*** Begin section ***

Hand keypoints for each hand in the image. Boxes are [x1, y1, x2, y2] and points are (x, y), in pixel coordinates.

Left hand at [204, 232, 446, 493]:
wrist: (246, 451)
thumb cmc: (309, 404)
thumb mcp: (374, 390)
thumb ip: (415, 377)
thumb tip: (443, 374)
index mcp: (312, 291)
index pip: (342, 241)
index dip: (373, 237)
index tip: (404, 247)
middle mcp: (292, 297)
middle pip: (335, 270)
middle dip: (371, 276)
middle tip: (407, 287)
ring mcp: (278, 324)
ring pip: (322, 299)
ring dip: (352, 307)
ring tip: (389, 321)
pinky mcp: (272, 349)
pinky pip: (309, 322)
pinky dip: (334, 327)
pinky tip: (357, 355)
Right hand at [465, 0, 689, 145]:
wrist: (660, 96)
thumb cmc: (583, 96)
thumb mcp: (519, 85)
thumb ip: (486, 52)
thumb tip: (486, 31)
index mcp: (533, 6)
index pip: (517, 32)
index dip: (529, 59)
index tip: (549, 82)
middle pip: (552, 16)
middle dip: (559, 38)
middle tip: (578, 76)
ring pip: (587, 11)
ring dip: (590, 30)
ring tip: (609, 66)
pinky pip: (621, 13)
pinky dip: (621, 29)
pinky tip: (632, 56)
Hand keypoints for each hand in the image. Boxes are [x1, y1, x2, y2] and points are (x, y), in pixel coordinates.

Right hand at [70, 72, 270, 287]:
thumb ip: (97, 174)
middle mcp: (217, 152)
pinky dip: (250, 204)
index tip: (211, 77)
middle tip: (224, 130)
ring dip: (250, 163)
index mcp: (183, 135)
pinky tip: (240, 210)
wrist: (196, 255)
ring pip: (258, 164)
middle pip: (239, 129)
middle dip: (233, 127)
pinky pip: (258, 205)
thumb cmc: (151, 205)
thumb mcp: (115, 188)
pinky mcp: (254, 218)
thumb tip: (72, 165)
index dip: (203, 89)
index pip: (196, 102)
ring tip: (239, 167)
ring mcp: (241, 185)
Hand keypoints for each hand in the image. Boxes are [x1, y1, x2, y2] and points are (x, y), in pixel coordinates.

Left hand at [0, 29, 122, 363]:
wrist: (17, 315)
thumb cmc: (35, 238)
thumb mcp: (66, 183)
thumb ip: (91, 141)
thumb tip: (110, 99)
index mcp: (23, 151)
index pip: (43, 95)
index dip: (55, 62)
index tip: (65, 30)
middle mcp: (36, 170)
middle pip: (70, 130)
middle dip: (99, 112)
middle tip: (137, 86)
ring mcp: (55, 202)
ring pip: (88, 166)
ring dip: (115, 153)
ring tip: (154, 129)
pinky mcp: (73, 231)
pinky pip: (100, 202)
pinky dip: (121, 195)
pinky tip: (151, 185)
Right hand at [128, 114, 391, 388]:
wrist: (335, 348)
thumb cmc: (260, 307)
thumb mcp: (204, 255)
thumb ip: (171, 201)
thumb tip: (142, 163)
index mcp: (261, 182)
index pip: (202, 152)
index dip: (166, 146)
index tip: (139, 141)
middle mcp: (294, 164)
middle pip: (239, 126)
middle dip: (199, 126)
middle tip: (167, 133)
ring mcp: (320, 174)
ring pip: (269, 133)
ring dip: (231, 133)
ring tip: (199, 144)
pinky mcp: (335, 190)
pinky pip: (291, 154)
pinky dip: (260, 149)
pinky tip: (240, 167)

*** End section ***

Work request: In the listing above, how many lines hold the string "Right"? Only the number is to be reported.

Task response: 3